Mahmoud R. El-Sakka and Mohamed S. Kamel, "Adaptive Image
Compression Based on Segmentation and Block Classification",
International Journal of Imaging Systems and Technology,
Special Issue on Image and Video Compression Vol. 10, pp.
33-46, January 1999.
Abstract
This paper presents a new digital image compression scheme
which exploits one of the human visual system
properties---namely that of, recognizing images by their
regions---to achieve high compression ratios. It also assigns
a variable bit count to each image region that is proportional
to the amount of information it conveys to the viewer.
The new scheme copes with image non-stationarity by adaptively
segmenting the image into variable-block sized regions, and
classifying them into statistically and perceptually
different classes. These classes include, a smooth class, a
textural class, and an edge class. Blocks in each class are
separately encoded. For smooth blocks, a new adaptive
prediction technique is used to encode block averages.

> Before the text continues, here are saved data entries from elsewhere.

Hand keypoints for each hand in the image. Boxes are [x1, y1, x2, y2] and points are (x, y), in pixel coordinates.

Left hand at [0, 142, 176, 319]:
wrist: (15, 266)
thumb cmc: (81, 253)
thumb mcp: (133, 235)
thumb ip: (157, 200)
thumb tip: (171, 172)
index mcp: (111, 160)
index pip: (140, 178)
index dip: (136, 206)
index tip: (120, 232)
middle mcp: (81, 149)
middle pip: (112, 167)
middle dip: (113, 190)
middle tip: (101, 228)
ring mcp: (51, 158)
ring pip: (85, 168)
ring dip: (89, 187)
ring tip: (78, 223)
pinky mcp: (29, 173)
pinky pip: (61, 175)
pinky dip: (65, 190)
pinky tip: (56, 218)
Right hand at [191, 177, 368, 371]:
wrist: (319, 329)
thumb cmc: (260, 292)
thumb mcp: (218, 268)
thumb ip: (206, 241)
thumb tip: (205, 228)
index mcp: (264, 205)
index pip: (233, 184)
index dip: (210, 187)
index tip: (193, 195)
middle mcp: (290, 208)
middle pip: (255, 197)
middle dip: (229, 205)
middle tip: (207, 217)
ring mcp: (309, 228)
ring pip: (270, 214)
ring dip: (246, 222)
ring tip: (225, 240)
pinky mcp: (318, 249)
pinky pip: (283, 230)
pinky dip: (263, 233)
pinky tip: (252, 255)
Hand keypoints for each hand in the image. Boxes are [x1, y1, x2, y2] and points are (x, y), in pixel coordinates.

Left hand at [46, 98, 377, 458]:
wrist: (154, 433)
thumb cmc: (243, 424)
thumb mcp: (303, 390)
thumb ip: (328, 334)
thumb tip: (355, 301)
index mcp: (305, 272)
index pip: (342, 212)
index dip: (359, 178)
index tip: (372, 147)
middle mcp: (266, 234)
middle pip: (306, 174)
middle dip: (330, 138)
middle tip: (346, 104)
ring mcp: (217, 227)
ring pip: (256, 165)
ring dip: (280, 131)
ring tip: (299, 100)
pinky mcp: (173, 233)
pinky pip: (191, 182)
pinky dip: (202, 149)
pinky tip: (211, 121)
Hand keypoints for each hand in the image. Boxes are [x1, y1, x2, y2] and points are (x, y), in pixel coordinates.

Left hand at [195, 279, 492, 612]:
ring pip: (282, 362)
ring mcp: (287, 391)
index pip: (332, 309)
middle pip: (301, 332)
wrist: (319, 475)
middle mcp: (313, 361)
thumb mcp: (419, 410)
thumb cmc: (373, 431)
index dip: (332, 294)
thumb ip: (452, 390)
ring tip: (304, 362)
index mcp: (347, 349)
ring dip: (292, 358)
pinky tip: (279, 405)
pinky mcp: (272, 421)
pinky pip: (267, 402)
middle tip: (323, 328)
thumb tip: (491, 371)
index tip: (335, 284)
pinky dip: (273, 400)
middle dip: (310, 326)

Meanwhile, an optimized DCT-based technique is used to encode
both edge and textural blocks.
Based on extensive testing and comparisons with other existing
compression techniques, the performance of the new scheme
surpasses the performance of the JPEG standard and goes beyond
its compression limits. In most test cases, the new
compression scheme results in a maximum compression ratio
that is at least twice of JPEG, while exhibiting lower
objective and subjective image degradations. Moreover, the
performance of the new block-based compression is comparable
to the performance of the state-of-the-art wavelet-based
compression technique and provides a good alternative when
adaptability to image content is of interest.